Nem/Jae/Kev, only one thing bugs me at the moment is the viewing of users pictures, would be good to have gallery option so we could flick through them rather than click pic, then click back, click next pic, then click back... I guess you get what I mean!


----------



## LEDZEPP

hi again
why can i put pictures in"post your your favorite pics" but wont let me post pic in "garage"?
can someone pop round and show me how to do it?...........alan


----------



## Nem

jammyd said:


> Really great feature Guy's
> 
> Nem/Jae/Kev, only one thing bugs me at the moment is the viewing of users pictures, would be good to have gallery option so we could flick through them rather than click pic, then click back, click next pic, then click back... I guess you get what I mean!
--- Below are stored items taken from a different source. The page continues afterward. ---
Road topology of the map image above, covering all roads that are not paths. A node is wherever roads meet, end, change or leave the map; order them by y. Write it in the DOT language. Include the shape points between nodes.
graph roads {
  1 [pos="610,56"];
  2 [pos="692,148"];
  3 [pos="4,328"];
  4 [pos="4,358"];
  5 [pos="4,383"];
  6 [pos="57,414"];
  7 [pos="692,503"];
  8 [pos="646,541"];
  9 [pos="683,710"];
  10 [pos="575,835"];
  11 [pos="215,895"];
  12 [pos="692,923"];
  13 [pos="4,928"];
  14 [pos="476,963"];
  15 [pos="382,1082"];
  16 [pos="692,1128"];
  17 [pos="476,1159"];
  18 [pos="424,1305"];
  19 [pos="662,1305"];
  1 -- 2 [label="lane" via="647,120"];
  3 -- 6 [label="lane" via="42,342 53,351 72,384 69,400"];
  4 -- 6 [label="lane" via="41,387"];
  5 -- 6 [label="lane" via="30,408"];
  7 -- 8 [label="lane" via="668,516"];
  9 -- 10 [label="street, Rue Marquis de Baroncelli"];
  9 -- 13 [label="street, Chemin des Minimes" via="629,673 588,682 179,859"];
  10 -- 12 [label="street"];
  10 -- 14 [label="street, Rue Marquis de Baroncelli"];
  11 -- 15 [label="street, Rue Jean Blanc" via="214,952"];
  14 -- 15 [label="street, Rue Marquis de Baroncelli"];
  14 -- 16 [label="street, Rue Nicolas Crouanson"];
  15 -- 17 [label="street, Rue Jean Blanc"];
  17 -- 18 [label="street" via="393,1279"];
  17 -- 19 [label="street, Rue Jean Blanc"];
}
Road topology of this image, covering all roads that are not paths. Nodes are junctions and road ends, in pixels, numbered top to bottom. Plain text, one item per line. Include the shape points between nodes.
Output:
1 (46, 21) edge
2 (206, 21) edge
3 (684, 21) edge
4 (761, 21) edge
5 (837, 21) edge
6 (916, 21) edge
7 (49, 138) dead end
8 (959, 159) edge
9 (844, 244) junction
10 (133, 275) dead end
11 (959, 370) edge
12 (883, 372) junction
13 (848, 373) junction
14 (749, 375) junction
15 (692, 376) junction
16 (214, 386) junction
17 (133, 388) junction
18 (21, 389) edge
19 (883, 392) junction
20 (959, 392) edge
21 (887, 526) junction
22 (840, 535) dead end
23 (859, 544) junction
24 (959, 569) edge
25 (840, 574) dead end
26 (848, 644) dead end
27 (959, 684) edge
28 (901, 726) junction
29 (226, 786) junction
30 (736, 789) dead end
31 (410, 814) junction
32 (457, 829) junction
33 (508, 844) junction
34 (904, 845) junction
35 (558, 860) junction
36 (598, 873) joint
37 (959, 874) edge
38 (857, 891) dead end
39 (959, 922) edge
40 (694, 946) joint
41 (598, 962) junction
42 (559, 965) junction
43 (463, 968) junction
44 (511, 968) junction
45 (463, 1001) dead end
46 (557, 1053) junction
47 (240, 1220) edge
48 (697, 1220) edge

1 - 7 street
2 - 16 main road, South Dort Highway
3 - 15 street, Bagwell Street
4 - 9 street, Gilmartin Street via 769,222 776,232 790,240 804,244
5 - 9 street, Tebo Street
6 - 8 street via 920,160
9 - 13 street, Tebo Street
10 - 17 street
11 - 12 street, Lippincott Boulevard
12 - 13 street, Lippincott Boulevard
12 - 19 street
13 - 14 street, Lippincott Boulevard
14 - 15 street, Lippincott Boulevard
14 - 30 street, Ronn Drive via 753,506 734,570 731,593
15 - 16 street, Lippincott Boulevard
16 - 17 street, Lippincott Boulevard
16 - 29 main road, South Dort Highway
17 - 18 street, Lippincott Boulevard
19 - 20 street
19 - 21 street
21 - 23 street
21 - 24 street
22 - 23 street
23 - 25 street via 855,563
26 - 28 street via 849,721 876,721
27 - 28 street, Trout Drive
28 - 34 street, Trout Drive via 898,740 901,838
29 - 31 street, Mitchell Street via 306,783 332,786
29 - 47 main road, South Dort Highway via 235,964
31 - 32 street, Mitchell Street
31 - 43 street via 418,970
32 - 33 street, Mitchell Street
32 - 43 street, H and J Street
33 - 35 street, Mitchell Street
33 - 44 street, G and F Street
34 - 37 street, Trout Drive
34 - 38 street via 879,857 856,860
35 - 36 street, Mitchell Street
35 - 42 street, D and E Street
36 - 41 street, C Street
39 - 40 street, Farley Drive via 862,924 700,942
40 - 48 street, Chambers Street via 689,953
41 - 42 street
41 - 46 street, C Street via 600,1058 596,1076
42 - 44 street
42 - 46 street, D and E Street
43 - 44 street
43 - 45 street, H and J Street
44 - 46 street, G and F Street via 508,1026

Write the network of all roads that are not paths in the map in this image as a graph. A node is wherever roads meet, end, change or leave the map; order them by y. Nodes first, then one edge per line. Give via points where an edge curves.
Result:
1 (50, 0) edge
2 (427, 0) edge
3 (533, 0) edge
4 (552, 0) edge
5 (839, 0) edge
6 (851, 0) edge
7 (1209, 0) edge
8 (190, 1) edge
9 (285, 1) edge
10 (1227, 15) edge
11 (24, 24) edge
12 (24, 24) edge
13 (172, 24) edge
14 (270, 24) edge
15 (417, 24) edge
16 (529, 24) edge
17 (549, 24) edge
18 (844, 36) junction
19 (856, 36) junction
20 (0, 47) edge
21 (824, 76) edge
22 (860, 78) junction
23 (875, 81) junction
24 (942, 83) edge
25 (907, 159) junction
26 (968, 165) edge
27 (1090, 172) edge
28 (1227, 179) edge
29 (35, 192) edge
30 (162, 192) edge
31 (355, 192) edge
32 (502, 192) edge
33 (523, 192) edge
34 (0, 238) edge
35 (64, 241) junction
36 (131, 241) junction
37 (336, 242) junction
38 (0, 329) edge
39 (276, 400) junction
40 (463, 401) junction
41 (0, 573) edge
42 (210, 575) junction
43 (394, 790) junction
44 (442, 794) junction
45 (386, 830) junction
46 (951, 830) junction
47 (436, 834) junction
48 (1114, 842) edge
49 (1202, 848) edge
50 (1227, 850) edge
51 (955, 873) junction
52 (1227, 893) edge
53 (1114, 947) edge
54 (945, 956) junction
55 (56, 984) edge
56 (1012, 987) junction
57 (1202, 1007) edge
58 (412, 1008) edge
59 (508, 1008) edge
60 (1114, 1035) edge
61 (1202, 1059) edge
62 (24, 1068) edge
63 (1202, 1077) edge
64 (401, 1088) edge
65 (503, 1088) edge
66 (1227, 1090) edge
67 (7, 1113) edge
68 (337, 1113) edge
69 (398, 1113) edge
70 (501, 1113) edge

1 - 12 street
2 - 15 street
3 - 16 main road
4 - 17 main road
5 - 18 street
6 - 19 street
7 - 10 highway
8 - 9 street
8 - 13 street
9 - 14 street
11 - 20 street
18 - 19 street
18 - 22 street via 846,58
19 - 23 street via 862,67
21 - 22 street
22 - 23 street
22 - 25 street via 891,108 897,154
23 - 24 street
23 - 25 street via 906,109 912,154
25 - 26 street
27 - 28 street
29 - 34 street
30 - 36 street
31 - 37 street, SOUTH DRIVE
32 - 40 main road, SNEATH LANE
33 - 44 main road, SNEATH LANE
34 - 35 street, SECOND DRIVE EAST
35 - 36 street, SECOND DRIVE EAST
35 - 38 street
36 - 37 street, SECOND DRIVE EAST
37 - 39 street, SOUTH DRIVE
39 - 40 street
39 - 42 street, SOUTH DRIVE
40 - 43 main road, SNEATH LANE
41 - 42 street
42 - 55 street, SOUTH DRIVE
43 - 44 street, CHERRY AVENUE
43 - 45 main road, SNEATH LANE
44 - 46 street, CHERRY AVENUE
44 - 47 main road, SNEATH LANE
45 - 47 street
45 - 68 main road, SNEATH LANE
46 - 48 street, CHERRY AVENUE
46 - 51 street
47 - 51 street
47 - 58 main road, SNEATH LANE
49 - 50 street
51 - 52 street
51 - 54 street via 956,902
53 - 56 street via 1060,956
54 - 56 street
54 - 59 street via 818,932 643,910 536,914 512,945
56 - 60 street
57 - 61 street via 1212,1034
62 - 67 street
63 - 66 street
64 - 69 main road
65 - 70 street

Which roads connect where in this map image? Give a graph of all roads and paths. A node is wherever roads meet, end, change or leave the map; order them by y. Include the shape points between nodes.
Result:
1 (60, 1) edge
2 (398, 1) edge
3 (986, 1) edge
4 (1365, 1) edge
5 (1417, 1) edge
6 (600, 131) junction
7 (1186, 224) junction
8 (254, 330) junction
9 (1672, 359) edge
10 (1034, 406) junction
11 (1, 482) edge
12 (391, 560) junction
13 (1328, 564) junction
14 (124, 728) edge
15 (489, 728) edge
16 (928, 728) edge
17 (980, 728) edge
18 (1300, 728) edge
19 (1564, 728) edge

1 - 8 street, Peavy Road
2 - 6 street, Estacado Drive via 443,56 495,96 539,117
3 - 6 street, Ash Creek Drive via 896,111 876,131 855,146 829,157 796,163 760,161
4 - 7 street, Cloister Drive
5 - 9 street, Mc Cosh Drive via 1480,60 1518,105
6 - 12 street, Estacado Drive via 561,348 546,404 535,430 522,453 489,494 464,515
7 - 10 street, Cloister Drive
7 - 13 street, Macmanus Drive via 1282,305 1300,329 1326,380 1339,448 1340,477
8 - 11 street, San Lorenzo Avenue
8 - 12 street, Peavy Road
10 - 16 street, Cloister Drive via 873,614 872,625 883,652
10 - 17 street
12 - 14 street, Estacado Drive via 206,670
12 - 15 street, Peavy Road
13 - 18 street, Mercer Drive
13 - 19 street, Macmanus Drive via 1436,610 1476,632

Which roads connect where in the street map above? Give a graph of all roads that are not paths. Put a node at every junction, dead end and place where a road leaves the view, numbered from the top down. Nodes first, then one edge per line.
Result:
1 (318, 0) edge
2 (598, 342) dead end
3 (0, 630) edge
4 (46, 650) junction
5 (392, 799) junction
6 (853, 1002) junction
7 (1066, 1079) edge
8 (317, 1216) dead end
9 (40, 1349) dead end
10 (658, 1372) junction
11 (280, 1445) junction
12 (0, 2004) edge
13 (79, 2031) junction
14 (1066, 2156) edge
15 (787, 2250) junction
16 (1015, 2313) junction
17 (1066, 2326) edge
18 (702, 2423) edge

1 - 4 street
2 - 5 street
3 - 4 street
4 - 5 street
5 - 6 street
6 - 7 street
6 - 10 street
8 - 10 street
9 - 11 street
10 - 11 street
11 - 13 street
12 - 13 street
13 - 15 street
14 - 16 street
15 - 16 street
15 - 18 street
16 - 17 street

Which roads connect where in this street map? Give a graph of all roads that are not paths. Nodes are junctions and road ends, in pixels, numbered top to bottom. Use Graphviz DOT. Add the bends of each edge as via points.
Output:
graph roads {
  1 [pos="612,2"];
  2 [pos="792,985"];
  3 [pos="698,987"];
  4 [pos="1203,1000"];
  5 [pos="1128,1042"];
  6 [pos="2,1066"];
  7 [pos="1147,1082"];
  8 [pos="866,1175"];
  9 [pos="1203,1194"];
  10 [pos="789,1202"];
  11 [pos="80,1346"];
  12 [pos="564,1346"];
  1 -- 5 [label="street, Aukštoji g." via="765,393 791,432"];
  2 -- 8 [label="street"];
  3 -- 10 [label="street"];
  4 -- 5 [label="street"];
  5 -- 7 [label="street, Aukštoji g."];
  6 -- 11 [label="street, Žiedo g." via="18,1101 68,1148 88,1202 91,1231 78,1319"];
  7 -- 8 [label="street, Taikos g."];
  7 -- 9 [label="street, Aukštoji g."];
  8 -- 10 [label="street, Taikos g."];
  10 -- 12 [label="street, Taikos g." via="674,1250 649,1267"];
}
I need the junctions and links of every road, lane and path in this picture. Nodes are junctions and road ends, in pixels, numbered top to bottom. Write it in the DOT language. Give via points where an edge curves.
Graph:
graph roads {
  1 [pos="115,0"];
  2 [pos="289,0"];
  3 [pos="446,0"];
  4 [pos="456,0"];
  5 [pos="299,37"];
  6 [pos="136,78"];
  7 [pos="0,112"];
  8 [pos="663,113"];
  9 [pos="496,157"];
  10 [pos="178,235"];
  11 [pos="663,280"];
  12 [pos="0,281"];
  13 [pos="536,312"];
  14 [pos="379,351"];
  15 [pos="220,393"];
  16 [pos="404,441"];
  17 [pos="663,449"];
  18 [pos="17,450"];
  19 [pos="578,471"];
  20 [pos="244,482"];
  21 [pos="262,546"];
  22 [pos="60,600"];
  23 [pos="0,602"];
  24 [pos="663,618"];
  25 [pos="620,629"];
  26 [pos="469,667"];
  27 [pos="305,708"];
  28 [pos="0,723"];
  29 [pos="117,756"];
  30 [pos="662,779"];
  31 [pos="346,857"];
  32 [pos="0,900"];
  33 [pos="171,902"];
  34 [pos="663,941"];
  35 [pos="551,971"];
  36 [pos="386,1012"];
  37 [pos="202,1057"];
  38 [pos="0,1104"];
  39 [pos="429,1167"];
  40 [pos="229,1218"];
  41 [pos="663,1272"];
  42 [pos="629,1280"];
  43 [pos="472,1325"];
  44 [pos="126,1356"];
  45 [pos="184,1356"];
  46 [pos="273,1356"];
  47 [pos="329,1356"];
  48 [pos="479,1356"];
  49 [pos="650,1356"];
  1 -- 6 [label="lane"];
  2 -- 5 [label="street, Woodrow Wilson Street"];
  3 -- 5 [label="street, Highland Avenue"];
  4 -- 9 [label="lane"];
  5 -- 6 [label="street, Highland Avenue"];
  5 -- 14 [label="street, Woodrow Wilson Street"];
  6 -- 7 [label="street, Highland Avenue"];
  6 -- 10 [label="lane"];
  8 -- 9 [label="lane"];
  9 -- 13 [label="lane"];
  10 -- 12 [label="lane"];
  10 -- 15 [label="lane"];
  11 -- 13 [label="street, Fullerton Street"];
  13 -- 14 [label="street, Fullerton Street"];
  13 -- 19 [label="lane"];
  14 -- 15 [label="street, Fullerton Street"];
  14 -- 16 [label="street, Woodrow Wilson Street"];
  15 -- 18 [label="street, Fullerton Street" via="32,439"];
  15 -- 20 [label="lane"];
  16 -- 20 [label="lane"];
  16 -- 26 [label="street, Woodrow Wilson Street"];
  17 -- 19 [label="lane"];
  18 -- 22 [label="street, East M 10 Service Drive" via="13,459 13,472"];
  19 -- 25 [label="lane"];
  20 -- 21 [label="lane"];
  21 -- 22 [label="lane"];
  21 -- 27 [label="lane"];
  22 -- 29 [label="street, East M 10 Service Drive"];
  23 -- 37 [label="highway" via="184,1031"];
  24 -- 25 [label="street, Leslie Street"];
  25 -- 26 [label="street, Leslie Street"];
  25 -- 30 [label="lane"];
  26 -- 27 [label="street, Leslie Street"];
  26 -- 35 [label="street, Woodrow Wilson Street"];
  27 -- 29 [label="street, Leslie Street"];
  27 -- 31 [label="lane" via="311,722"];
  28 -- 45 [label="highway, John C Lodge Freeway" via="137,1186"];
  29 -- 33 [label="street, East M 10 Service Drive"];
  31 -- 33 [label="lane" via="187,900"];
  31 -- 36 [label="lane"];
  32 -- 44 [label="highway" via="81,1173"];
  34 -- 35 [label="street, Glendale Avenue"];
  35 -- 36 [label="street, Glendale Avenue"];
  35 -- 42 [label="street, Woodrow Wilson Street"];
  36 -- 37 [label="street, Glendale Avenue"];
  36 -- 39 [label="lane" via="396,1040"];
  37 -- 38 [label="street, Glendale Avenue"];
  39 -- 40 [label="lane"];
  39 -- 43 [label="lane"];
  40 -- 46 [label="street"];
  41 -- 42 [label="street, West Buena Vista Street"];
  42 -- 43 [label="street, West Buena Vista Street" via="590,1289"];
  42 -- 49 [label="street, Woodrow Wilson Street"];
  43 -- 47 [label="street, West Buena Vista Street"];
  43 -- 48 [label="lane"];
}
Already something we're looking at. 



LEDZEPP said:


> hi again
> why can i put pictures in"post your your favorite pics" but wont let me post pic in "garage"?
> can someone pop round and show me how to do it?...........alan


You don't actually "post" pictures in the garage, you need to use the image upload feature to add pictures to your garage. When you add a car, or a new mod, you get the option at the bottom to attach a picture. Or you can go back in and edit a vehicle and add a picture that way.

Nick


----------



## LEDZEPP

ok i tried everything, i give up now, 
it must be size of images, i even downloaded vso image resizer, yeah it resized them smaller, but still cant add images!!!! oh well......... thanks nick for advise anyway........alan


----------



## Nem

LEDZEPP said:


> ok i tried everything, i give up now,
> it must be size of images, i even downloaded vso image resizer, yeah it resized them smaller, but still cant add images!!!! oh well......... thanks nick for advise anyway........alan


If you want to let me have the picture I'll see if I can add it for you...

Nick


----------



## xxknifeprtyxx

might want to integrate commas into pricing/miles

i know sql is funny with those sorts of characters

for ex. i typed in 57,XXX for miles and 9,XXX for purchase price...and it came up as 57 miles and $9.00 purchase price

keep the updates coming...seems to be pretty neat so far 8)

[edit]
just wanted to add im sorry if this has been brought up before...didnt feel like reading 4 pages of bug reports to see if it had been lol


----------



## VSPURS

I'm very intrigued with the rating of the cars in the Garage. I feel people are being quite hard with their ratings with top rated cars having just over 7/10. IMO there are many 8's 9's and even 10's on here!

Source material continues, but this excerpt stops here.